(Beginning of GIVEN DATA)

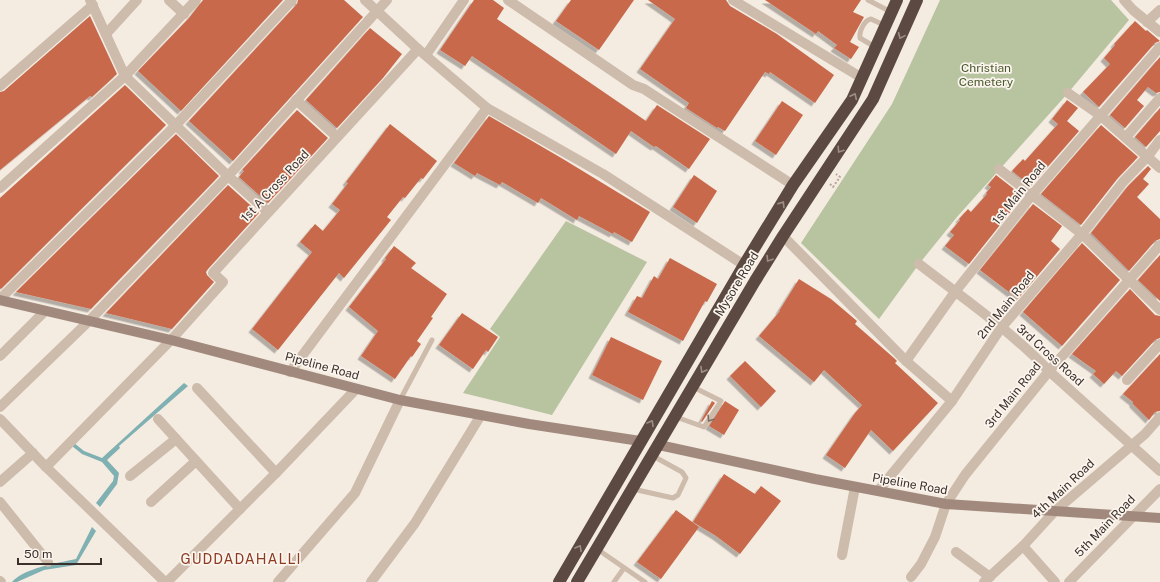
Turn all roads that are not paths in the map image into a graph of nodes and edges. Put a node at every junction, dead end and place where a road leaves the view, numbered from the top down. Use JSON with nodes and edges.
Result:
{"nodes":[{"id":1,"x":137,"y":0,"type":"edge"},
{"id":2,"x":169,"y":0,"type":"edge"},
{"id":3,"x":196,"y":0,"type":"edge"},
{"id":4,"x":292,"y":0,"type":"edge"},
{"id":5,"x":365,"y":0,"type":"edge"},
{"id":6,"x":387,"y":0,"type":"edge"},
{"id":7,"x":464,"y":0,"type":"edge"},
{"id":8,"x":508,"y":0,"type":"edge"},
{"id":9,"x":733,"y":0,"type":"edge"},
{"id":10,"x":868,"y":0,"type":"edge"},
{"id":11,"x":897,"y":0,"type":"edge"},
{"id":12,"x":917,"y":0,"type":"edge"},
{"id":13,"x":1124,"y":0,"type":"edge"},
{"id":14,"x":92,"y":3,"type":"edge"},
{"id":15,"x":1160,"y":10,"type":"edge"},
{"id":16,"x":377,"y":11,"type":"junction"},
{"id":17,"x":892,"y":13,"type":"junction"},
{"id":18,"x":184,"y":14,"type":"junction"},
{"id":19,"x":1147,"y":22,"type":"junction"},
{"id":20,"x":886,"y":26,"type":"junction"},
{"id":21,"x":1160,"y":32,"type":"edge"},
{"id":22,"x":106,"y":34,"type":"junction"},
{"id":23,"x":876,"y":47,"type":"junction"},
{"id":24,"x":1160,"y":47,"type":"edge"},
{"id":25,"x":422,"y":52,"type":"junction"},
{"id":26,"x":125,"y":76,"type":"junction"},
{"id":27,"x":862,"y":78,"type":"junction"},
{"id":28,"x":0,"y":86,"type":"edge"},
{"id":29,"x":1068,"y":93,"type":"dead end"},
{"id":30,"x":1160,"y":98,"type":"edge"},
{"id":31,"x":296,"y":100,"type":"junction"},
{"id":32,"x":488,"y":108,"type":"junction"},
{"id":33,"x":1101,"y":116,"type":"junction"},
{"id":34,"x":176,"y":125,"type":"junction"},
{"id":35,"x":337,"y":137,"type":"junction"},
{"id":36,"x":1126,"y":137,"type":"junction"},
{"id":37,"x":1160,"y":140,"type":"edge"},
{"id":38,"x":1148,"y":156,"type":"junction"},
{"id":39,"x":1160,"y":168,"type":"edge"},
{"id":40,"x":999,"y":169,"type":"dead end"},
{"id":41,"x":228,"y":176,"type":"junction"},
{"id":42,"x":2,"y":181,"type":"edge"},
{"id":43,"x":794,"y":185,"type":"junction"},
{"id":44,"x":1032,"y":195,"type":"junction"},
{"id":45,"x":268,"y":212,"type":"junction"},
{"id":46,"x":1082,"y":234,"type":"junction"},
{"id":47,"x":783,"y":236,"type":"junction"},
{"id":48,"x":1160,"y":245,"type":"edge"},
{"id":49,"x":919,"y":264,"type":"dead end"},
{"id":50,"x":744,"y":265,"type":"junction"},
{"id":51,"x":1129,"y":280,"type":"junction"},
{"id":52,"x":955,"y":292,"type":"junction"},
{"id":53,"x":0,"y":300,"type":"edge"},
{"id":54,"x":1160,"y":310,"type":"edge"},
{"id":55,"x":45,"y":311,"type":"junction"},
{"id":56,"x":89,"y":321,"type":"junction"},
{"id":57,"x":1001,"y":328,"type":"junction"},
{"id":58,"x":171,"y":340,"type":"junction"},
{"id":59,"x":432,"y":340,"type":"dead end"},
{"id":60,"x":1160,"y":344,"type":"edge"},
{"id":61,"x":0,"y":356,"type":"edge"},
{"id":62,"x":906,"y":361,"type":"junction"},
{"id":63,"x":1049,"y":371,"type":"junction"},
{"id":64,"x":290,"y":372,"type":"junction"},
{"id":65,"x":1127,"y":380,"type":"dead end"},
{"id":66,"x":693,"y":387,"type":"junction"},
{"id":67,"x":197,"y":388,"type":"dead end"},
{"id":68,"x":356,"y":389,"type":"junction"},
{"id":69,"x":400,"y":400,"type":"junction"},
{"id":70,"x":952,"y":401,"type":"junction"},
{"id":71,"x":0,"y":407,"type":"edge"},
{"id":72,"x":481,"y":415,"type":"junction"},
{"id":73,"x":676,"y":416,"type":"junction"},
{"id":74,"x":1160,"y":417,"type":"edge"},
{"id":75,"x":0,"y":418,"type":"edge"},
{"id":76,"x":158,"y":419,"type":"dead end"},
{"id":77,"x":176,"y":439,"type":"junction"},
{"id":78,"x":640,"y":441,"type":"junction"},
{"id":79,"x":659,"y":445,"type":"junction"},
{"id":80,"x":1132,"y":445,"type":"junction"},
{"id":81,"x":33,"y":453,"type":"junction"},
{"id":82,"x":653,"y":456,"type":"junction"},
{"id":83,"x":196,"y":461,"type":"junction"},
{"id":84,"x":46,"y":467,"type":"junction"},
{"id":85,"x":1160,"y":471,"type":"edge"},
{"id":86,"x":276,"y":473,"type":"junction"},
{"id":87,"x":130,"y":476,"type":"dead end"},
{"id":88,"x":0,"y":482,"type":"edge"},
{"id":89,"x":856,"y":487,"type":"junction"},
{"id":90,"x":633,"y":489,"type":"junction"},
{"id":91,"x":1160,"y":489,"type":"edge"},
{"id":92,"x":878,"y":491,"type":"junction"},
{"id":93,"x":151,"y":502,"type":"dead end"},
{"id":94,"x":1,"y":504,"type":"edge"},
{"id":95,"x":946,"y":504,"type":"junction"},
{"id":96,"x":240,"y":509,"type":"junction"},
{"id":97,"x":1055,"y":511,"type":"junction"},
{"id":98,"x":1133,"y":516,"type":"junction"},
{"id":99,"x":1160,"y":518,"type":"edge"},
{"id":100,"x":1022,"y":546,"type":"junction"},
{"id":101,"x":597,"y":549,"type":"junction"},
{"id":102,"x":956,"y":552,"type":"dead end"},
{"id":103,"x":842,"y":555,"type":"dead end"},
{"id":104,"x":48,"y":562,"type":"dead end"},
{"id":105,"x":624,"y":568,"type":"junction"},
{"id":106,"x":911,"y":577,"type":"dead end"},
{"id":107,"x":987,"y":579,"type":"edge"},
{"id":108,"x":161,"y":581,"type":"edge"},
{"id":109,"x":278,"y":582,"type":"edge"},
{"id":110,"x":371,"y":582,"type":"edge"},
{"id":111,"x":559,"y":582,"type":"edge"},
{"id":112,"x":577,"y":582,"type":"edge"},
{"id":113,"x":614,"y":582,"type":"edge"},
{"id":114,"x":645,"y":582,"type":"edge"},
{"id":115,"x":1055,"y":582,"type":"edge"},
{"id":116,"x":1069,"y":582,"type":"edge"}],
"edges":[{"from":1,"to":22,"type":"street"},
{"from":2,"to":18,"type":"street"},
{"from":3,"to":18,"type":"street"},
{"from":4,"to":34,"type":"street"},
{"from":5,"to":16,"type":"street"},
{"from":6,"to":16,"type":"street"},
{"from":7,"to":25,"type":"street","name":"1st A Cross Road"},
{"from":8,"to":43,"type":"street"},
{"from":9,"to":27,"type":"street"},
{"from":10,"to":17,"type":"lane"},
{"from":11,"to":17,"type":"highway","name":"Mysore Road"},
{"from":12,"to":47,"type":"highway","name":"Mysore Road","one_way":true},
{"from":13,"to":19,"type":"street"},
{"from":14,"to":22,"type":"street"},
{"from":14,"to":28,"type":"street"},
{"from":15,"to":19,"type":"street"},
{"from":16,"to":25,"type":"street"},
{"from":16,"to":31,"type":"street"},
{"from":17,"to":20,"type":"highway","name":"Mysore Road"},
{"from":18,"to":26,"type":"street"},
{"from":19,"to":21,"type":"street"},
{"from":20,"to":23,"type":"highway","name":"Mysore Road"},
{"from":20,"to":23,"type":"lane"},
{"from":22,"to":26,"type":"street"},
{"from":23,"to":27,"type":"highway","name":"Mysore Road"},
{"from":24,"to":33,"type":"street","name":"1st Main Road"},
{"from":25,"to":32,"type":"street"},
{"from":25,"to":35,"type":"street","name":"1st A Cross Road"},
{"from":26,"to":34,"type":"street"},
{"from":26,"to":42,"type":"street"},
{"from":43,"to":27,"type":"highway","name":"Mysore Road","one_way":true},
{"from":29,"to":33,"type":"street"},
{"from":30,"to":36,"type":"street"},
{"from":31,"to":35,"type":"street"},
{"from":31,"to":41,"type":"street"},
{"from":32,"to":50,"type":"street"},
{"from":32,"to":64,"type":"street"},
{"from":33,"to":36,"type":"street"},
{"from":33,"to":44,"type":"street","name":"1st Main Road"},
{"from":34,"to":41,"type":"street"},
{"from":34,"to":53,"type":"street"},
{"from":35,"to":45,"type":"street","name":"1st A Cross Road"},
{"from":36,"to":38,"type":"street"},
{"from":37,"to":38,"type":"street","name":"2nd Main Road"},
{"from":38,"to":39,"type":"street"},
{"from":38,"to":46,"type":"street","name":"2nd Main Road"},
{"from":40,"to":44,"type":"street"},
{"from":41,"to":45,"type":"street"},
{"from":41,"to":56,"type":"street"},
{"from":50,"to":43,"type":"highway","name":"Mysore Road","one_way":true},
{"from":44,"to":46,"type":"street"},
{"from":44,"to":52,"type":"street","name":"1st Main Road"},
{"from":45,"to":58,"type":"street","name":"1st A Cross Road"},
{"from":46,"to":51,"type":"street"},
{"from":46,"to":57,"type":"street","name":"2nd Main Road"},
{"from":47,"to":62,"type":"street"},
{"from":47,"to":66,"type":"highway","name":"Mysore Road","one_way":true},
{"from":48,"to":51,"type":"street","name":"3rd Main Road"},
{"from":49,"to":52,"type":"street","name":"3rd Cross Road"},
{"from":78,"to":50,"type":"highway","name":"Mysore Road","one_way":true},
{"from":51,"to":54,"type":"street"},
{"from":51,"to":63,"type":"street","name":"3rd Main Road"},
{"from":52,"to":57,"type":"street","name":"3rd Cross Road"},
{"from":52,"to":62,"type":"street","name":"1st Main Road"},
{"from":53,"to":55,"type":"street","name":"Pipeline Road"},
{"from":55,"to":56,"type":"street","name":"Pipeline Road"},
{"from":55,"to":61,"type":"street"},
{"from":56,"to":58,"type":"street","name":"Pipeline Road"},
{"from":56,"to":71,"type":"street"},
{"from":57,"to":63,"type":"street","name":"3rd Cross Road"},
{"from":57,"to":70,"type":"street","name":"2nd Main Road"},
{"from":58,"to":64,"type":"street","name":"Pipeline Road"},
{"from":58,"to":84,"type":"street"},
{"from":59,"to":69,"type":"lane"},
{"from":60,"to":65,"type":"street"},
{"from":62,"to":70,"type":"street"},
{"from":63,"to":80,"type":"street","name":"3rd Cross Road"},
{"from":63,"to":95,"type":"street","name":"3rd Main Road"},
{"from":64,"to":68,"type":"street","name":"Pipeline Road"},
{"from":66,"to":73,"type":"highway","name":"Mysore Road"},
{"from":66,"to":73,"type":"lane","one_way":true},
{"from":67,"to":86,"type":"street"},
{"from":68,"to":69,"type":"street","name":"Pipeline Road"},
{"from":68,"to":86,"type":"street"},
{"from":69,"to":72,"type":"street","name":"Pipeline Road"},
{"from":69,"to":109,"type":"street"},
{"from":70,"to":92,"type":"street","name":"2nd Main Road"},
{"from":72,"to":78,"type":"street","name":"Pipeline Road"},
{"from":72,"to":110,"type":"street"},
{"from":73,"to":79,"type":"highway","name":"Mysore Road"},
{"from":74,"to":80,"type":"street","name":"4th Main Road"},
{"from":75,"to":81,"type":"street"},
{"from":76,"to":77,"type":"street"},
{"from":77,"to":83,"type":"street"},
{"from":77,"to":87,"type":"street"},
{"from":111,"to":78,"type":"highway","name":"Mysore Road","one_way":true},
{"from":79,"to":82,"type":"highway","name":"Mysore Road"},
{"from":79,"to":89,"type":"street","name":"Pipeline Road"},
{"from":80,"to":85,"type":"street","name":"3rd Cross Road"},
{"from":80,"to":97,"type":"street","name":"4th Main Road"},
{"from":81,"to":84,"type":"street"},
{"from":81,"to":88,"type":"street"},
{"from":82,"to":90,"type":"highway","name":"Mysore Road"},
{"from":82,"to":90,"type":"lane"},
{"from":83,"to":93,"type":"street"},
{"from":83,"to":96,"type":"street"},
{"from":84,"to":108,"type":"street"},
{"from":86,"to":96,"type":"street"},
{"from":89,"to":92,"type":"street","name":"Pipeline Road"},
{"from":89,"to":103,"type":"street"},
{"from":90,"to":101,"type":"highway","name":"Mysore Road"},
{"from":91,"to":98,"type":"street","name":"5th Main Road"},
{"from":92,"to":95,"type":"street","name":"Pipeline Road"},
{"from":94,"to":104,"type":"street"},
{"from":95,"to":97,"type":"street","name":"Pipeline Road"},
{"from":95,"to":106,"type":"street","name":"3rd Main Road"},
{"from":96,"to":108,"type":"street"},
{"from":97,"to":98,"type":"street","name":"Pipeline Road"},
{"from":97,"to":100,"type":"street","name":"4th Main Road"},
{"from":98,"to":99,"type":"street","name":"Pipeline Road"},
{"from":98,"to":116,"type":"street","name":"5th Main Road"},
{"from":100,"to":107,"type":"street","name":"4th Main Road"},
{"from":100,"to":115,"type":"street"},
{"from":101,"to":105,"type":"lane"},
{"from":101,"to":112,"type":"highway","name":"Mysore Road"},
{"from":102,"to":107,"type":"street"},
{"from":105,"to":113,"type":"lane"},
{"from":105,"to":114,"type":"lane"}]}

(End of GIVEN DATA)

PROBLEM TO SOLVE: Check each line of the records for the word "lane" and extract those that contain it.

EXPECTED OUTPUT:
{"from":10,"to":17,"type":"lane"},
{"from":20,"to":23,"type":"lane"},
{"from":59,"to":69,"type":"lane"},
{"from":66,"to":73,"type":"lane","one_way":true},
{"from":82,"to":90,"type":"lane"},
{"from":101,"to":105,"type":"lane"},
{"from":105,"to":113,"type":"lane"},
{"from":105,"to":114,"type":"lane"}]}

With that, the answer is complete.